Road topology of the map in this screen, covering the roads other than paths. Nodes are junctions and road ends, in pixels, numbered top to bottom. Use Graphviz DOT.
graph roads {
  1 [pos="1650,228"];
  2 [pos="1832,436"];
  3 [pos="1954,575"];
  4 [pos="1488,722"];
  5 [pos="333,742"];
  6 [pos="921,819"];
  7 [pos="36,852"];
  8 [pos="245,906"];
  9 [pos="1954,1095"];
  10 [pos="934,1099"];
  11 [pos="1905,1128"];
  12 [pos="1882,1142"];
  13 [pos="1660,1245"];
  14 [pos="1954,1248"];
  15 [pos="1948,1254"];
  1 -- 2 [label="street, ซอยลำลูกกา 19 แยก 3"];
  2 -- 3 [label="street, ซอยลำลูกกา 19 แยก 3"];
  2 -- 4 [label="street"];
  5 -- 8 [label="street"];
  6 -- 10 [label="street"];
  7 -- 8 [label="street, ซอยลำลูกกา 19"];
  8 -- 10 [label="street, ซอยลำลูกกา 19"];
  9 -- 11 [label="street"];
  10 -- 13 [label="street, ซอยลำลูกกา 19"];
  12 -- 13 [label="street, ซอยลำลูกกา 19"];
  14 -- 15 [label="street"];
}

━━━━━━

WHAT TO PRODUCE =
An exact copy of every entry is the expected result.

OUTPUT =
Road topology of the map in this screen, covering the roads other than paths. Nodes are junctions and road ends, in pixels, numbered top to bottom. Use Graphviz DOT.
graph roads {
  1 [pos="1650,228"];
  2 [pos="1832,436"];
  3 [pos="1954,575"];
  4 [pos="1488,722"];
  5 [pos="333,742"];
  6 [pos="921,819"];
  7 [pos="36,852"];
  8 [pos="245,906"];
  9 [pos="1954,1095"];
  10 [pos="934,1099"];
  11 [pos="1905,1128"];
  12 [pos="1882,1142"];
  13 [pos="1660,1245"];
  14 [pos="1954,1248"];
  15 [pos="1948,1254"];
  1 -- 2 [label="street, ซอยลำลูกกา 19 แยก 3"];
  2 -- 3 [label="street, ซอยลำลูกกา 19 แยก 3"];
  2 -- 4 [label="street"];
  5 -- 8 [label="street"];
  6 -- 10 [label="street"];
  7 -- 8 [label="street, ซอยลำลูกกา 19"];
  8 -- 10 [label="street, ซอยลำลูกกา 19"];
  9 -- 11 [label="street"];
  10 -- 13 [label="street, ซอยลำลูกกา 19"];
  12 -- 13 [label="street, ซอยลำลูกกา 19"];
  14 -- 15 [label="street"];
}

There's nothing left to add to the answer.